Dans un rapport de forces dégradé et une perte de confiance importante, nous devons tourner toute notre attention vers les initiatives capables de faire un pas en avant. Cessons de chercher la boîte nationale qui deviendra « le phare de la mobilisation ». Notre premier objectif doit être de reconstruire une cohésion et un réseau d’action d’abord au plan local. Lors des mobilisations sur les retraites, des initiatives unitaires ont été prises autour d’unions départementales CGT au Havre, à Rouen, à Clermont-Ferrand ou à Marseille. Animés par des militants combatifs avec l’appui d’équipes syndicales d’entreprises également à la pointe du combat, ces collectifs ont multiplié les actions locales, les soutiens aux entreprises en grève, la popularisation de la lutte. Une éphémère coordination nationale s’est même mise en place. Les luttes des raffineries, à Dunkerque, puis dans l’ensemble du secteur, auraient également pu servir à ce moment-là de point de départ unificateur pour leur double signification : pour l’emploi et contre la répression.
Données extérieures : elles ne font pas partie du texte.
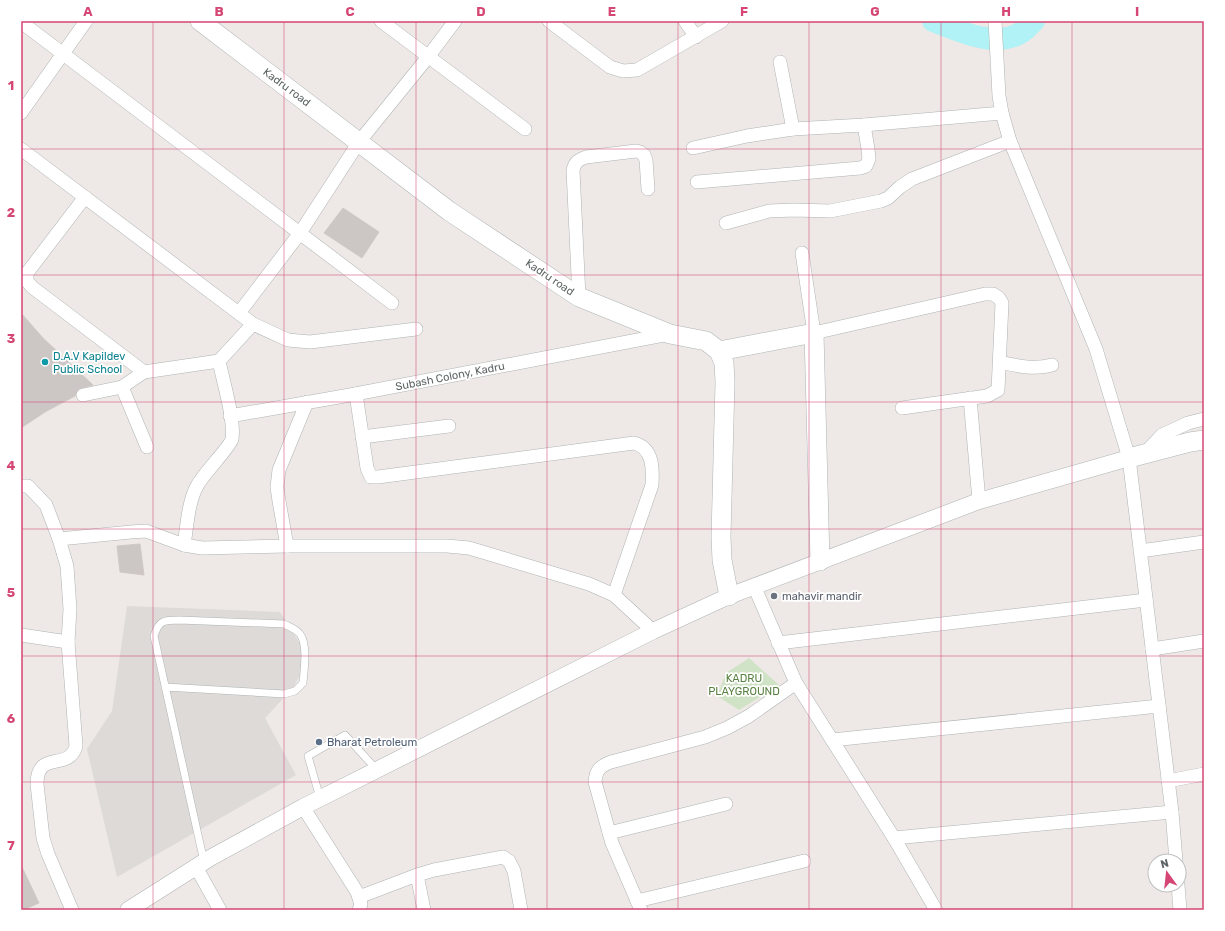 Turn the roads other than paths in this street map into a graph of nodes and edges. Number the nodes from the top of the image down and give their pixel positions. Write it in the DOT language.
graph roads {
  1 [pos="86,21"];
  2 [pos="200,21"];
  3 [pos="381,21"];
  4 [pos="455,21"];
  5 [pos="549,21"];
  6 [pos="686,21"];
  7 [pos="722,21"];
  8 [pos="21,22"];
  9 [pos="995,23"];
  10 [pos="696,37"];
  11 [pos="62,54"];
  12 [pos="428,57"];
  13 [pos="780,62"];
  14 [pos="21,113"];
  15 [pos="1002,113"];
  16 [pos="864,124"];
  17 [pos="525,129"];
  18 [pos="793,129"];
  19 [pos="1010,141"];
  20 [pos="359,142"];
  21 [pos="693,148"];
  22 [pos="21,149"];
  23 [pos="697,182"];
  24 [pos="648,189"];
  25 [pos="85,197"];
  26 [pos="726,223"];
  27 [pos="300,233"];
  28 [pos="802,253"];
  29 [pos="579,297"];
  30 [pos="392,303"];
  31 [pos="239,313"];
  32 [pos="253,324"];
  33 [pos="416,329"];
  34 [pos="814,333"];
  35 [pos="670,334"];
  36 [pos="719,351"];
  37 [pos="219,361"];
  38 [pos="1000,362"];
  39 [pos="1052,365"];
  40 [pos="144,372"];
  41 [pos="122,387"];
  42 [pos="356,394"];
  43 [pos="83,395"];
  44 [pos="970,398"];
  45 [pos="307,402"];
  46 [pos="902,408"];
  47 [pos="230,416"];
  48 [pos="1204,419"];
  49 [pos="449,426"];
  50 [pos="362,436"];
  51 [pos="1204,440"];
  52 [pos="147,447"];
  53 [pos="1137,456"];
  54 [pos="21,486"];
  55 [pos="979,501"];
  56 [pos="59,539"];
  57 [pos="1204,542"];
  58 [pos="184,545"];
  59 [pos="287,546"];
  60 [pos="1140,551"];
  61 [pos="820,561"];
  62 [pos="754,586"];
  63 [pos="614,595"];
  64 [pos="729,596"];
  65 [pos="1146,600"];
  66 [pos="653,631"];
  67 [pos="21,636"];
  68 [pos="1204,641"];
  69 [pos="68,642"];
  70 [pos="778,643"];
  71 [pos="1152,649"];
  72 [pos="796,683"];
  73 [pos="165,687"];
  74 [pos="1159,706"];
  75 [pos="832,740"];
  76 [pos="377,770"];
  77 [pos="1204,774"];
  78 [pos="1168,781"];
  79 [pos="320,798"];
  80 [pos="726,804"];
  81 [pos="303,807"];
  82 [pos="1172,812"];
  83 [pos="609,833"];
  84 [pos="894,838"];
  85 [pos="1175,853"];
  86 [pos="804,862"];
  87 [pos="200,865"];
  88 [pos="416,875"];
  89 [pos="1179,893"];
  90 [pos="359,904"];
  91 [pos="639,905"];
  92 [pos="72,910"];
  93 [pos="128,910"];
  94 [pos="220,910"];
  95 [pos="424,910"];
  96 [pos="521,910"];
  97 [pos="936,910"];
  98 [pos="1180,910"];
  1 -- 11 [label="street"];
  2 -- 20 [label="main road, Kadru road"];
  3 -- 12 [label="street"];
  4 -- 12 [label="street"];
  5 -- 10 [label="street"];
  6 -- 10 [label="street"];
  7 -- 10 [label="street"];
  8 -- 11 [label="street"];
  9 -- 15 [label="street"];
  11 -- 14 [label="street"];
  11 -- 27 [label="street"];
  12 -- 17 [label="street"];
  12 -- 20 [label="street"];
  13 -- 18 [label="street"];
  15 -- 16 [label="street"];
  15 -- 19 [label="street"];
  16 -- 18 [label="street"];
  16 -- 23 [label="street"];
  18 -- 21 [label="street"];
  19 -- 26 [label="street"];
  19 -- 53 [label="street"];
  20 -- 27 [label="street"];
  20 -- 29 [label="main road, Kadru road"];
  22 -- 25 [label="street"];
  24 -- 29 [label="street"];
  25 -- 31 [label="street"];
  25 -- 40 [label="street"];
  27 -- 30 [label="street"];
  27 -- 31 [label="street"];
  28 -- 34 [label="street"];
  29 -- 35 [label="main road, Kadru road"];
  31 -- 32 [label="street"];
  32 -- 33 [label="street"];
  32 -- 37 [label="street"];
  34 -- 36 [label="main road"];
  34 -- 38 [label="street"];
  34 -- 61 [label="main road"];
  35 -- 36 [label="main road, Kadru road"];
  35 -- 42 [label="street, Subash Colony, Kadru"];
  36 -- 64 [label="main road"];
  37 -- 40 [label="street"];
  37 -- 47 [label="street"];
  38 -- 39 [label="street"];
  38 -- 44 [label="street"];
  40 -- 41 [label="street"];
  41 -- 43 [label="street"];
  41 -- 52 [label="street"];
  42 -- 45 [label="street, Subash Colony, Kadru"];
  42 -- 50 [label="street"];
  44 -- 46 [label="street"];
  44 -- 55 [label="street"];
  45 -- 47 [label="street, Subash Colony, Kadru"];
  45 -- 59 [label="street"];
  47 -- 58 [label="street"];
  48 -- 53 [label="street"];
  49 -- 50 [label="street"];
  50 -- 63 [label="street"];
  51 -- 53 [label="main road"];
  53 -- 55 [label="street"];
  53 -- 60 [label="street"];
  54 -- 56 [label="street"];
  55 -- 61 [label="street"];
  56 -- 58 [label="street"];
  56 -- 69 [label="street"];
  57 -- 60 [label="street"];
  58 -- 59 [label="street"];
  59 -- 63 [label="street"];
  60 -- 65 [label="street"];
  61 -- 62 [label="street"];
  62 -- 64 [label="street"];
  62 -- 70 [label="street"];
  63 -- 66 [label="street"];
  64 -- 66 [label="street"];
  65 -- 70 [label="street"];
  65 -- 71 [label="street"];
  66 -- 76 [label="street"];
  67 -- 69 [label="street"];
  68 -- 71 [label="street"];
  69 -- 92 [label="street"];
  70 -- 72 [label="street"];
  71 -- 74 [label="street"];
  72 -- 75 [label="street"];
  72 -- 83 [label="street"];
  73 -- 73 [label="lane"];
  73 -- 87 [label="lane"];
  74 -- 75 [label="street"];
  74 -- 78 [label="street"];
  75 -- 84 [label="street"];
  76 -- 79 [label="street"];
  76 -- 79 [label="lane"];
  77 -- 78 [label="street"];
  78 -- 82 [label="street"];
  79 -- 81 [label="street"];
  80 -- 83 [label="street"];
  81 -- 87 [label="street"];
  81 -- 90 [label="street"];
  82 -- 84 [label="street"];
  82 -- 85 [label="street"];
  83 -- 91 [label="street"];
  84 -- 97 [label="street"];
  86 -- 91 [label="street"];
  87 -- 93 [label="street"];
  87 -- 94 [label="street"];
  88 -- 90 [label="street"];
  88 -- 95 [label="street"];
  88 -- 96 [label="street"];
  89 -- 98 [label="street"];
}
Des modes d’action complémentaires de l’indispensable arrêt de travail, qui bloque la production, peuvent aussi être un instrument fédérateur, dans lequel les équipes apprennent à se connaître : blocage de zones industrielles dans lesquelles triomphe l’isolement social et syndical, de carrefours routiers ou de zone de plateformes de transport et de logistique, de plateformes portuaires...

 

Il n’en reste pas moins que la voie n’est pas royale. À Fralib, Goodyear, Fonderies du Poitou, Honeywell, M-real, etc., la convergence est perçue comme une nécessité mais pas comme une possibilité. La colère sociale doit balayer les réticences, les hésitations, les renoncements. Elle doit se construire avec le soutien des structures syndicales les plus combatives et dans le même temps mettre en place des formes d’auto-organisation dont les assemblées générales, les intersyndicales, les comités de soutien ne sont que des embryons.

 

La reprise de la production, esquissée chez Philips, en débat chez Fralib, posée en alternative à chaque fois que les patrons décident de fermer un site constitue un deuxième enjeu décisif. Car notre volonté de construire une autre société est indissolublement liée à la prise en main de la production et de la gouvernance de l’ensemble de la société, questions politiques centrales dans cette période où les interrogations mènent plus souvent à des renoncements qu’à des engagements militants.

 

Robert Pelletier et Henri Clément.

 

1. Pour plus de détails, on pourra par exemple consulter l’article de François Ollivier paru dans Rouge n° 1927, 14 juin 2001 : http://orta.dynalias.org/archivesrouge/article-rouge?id=5093

 

Sur cette mobilisation, voir les articles de Robert Pelletier et Dominique Mezzi dans Tout est à nous ! hebdo n° 27, 22 octobre 2009.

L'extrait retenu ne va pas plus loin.